## Problem description
Scan the data, and whenever a line contains "Yaqui", copy it.

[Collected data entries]

=======

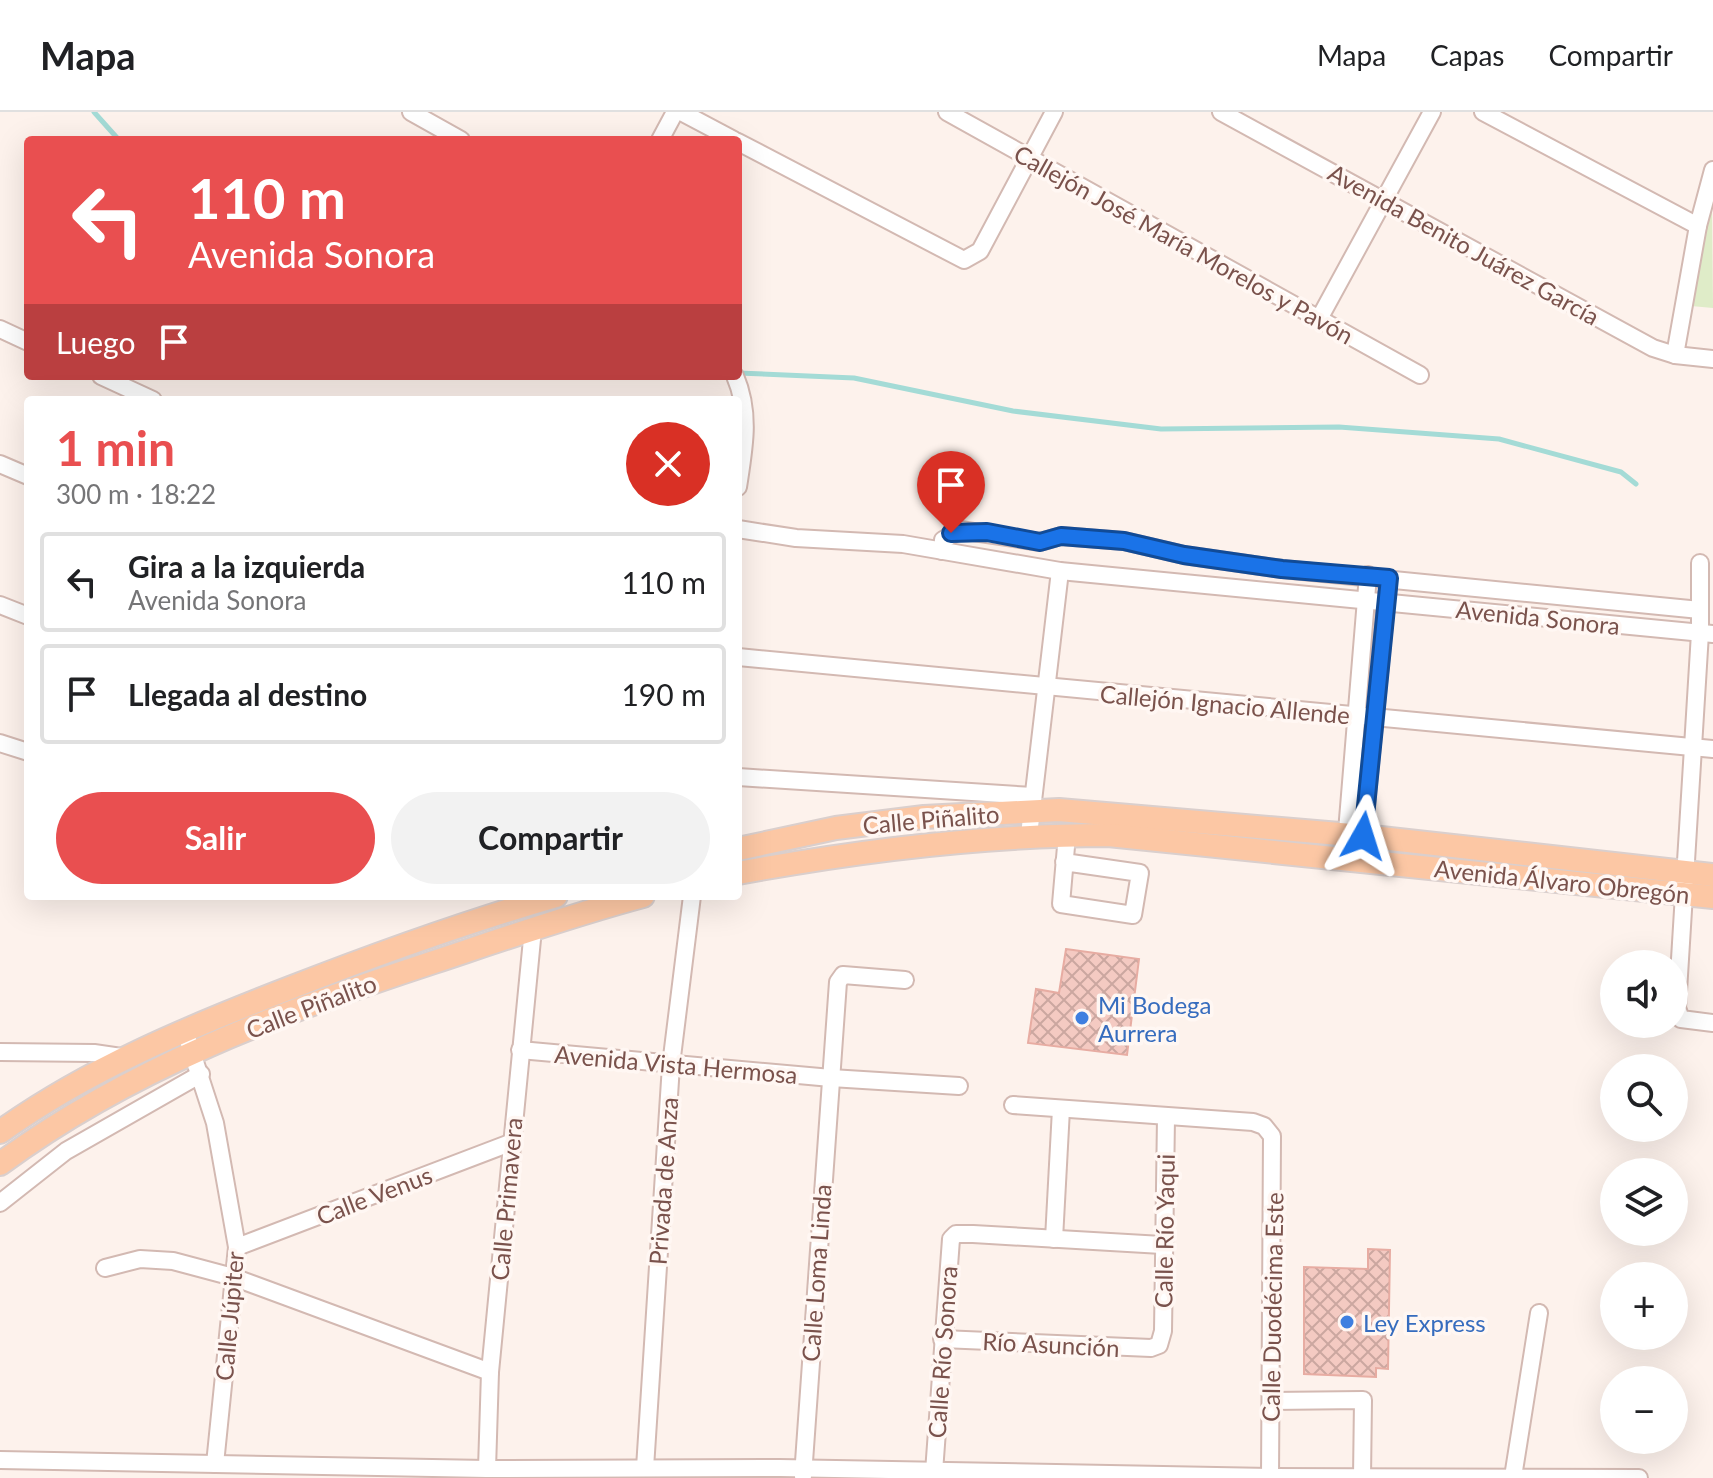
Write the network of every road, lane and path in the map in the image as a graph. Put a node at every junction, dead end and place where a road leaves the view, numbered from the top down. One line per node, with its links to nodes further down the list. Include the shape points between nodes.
1 (411, 112): 9 (street)
2 (675, 112): 10 (street)
3 (681, 112): 11 (street)
4 (947, 112): 13 (street, Callejón José María Morelos y Pavón)
5 (1054, 112): 13 (street)
6 (1221, 112): 15 (street, Avenida Benito Juárez García)
7 (1432, 112): 15 (street)
8 (1483, 112): 16 (street)
9 (454, 136)
10 (662, 136)
11 (727, 136)
12 (742, 144): 13 (street, via 964,260 980,251)
13 (1029, 157): 17 (street, Callejón José María Morelos y Pavón)
14 (1713, 170): 16 (street)
15 (1385, 200): 17 (street); 20 (street, Avenida Benito Juárez García, via 1653,348)
16 (1698, 226): 20 (street)
17 (1319, 319): 22 (street, Callejón José María Morelos y Pavón)
18 (0, 329): 19 (street)
19 (24, 340)
20 (1675, 355): 21 (street, Avenida Benito Juárez García)
21 (1713, 359)
22 (1420, 375)
23 (110, 380): 24 (street)
24 (144, 396)
25 (742, 399): 26 (street)
26 (742, 460)
27 (0, 464): 28 (street)
28 (24, 474)
29 (742, 529): 30 (street)
30 (942, 551): 32 (street); 33 (street, Avenida Sonora, via 943,540 960,530 1040,542 1061,536 1124,541 1282,569)
31 (1700, 563): 38 (street)
32 (1060, 571): 35 (street, Avenida Sonora); 42 (street)
33 (1368, 575): 34 (street, Avenida Sonora); 35 (street)
34 (1389, 578): 36 (street); 38 (street, Avenida Sonora)
35 (1366, 600): 36 (street, Avenida Sonora); 43 (street)
36 (1386, 601): 40 (street, Avenida Sonora); 44 (street)
37 (0, 605): 39 (street)
38 (1700, 610): 40 (street)
39 (24, 614)
40 (1706, 634): 46 (street)
41 (742, 657): 42 (street, Callejón Ignacio Allende)
42 (1046, 687): 43 (street, Callejón Ignacio Allende); 50 (street)
43 (1355, 716): 44 (street, Callejón Ignacio Allende); 53 (street)
44 (1374, 718): 46 (street, Callejón Ignacio Allende); 53 (street)
45 (0, 743): 48 (street)
46 (1693, 747): 47 (street, Callejón Ignacio Allende); 58 (street)
47 (1713, 749)
48 (24, 751)
49 (742, 777): 50 (street, Avenida Álvaro Obregón)
50 (1032, 804): 51 (street); 53 (main road, Avenida Álvaro Obregón); 54 (main road, Calle Piñalito, via 836,828)
51 (1029, 835): 52 (main road, Avenida Álvaro Obregón); 56 (main road, Calle Piñalito, via 926,842)
52 (1067, 835): 53 (main road, Avenida Álvaro Obregón); 55 (street)
53 (1353, 846): 58 (main road, Avenida Álvaro Obregón)
54 (742, 848)
55 (1064, 862): 55 (street, via 1061,904 1133,915 1140,873)
56 (742, 872)
57 (1713, 875): 58 (main road, Avenida Álvaro Obregón)
58 (1684, 883): 59 (main road, Avenida Álvaro Obregón); 65 (street, via 1678,1015)
59 (1713, 897)
60 (544, 900): 66 (main road, Calle Piñalito, via 362,960)
61 (630, 900): 63 (main road, Calle Piñalito)
62 (692, 900): 70 (street, Privada de Anza)
63 (533, 929): 66 (main road, Calle Piñalito); 67 (street, Calle Primavera)
64 (905, 980): 73 (street, Calle Loma Linda, via 843,975 836,995)
65 (1713, 1023)
66 (189, 1041): 69 (main road, Calle Piñalito); 71 (street, Calle Júpiter); 72 (main road, Calle Piñalito)
67 (520, 1050): 70 (street, Avenida Vista Hermosa); 79 (street, Calle Primavera)
68 (0, 1052): 69 (street)
69 (127, 1057): 72 (street); 78 (main road, Calle Piñalito)
70 (671, 1065): 73 (street, Avenida Vista Hermosa); 95 (street, Privada de Anza)
71 (201, 1074): 81 (street, via 66,1151); 84 (street, Calle Júpiter)
72 (140, 1076): 80 (main road, Calle Piñalito, via 44,1131)
73 (831, 1078): 74 (street, Avenida Vista Hermosa); 100 (street, Calle Loma Linda)
74 (959, 1086)
75 (1013, 1105): 76 (street)
76 (1061, 1109): 77 (street); 82 (street)
77 (1166, 1117): 83 (street, Calle Río Yaqui); 91 (street, Calle Duodécima Este, via 1253,1122 1272,1136)
78 (0, 1132)
79 (510, 1143): 84 (street, Calle Venus); 90 (street, Calle Primavera)
80 (0, 1164)
81 (0, 1203)
82 (1054, 1239): 83 (street); 88 (street, Calle Río Sonora, via 956,1234 950,1247)
83 (1162, 1245): 89 (street, Calle Río Yaqui)
84 (237, 1247): 86 (street, Calle Júpiter)
85 (105, 1268): 86 (street, via 151,1259)
86 (233, 1277): 90 (street); 94 (street, Calle Júpiter)
87 (1539, 1313): 103 (street)
88 (942, 1339): 89 (street, Río Asunción); 98 (street, Calle Río Sonora)
89 (1159, 1345)
90 (490, 1372): 96 (street, Calle Primavera)
91 (1271, 1401): 102 (street, via 1363,1400); 105 (street, Calle Duodécima Este)
92 (0, 1460): 93 (street)
93 (47, 1461): 94 (street); 104 (street)
94 (215, 1464): 97 (street)
95 (645, 1468): 99 (street); 101 (street)
96 (487, 1469): 97 (street); 101 (street)
97 (294, 1472)
98 (934, 1472): 100 (street); 105 (street)
99 (776, 1473): 100 (street)
100 (803, 1473)
101 (530, 1474)
102 (1362, 1477): 103 (street); 105 (street)
103 (1513, 1477): 106 (street)
104 (33, 1478)
105 (1270, 1478)
106 (1622, 1478): 107 (street)
107 (1639, 1478)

=======

## Solution to the exercise
77 (1166, 1117): 83 (street, Calle Río Yaqui); 91 (street, Calle Duodécima Este, via 1253,1122 1272,1136)
83 (1162, 1245): 89 (street, Calle Río Yaqui)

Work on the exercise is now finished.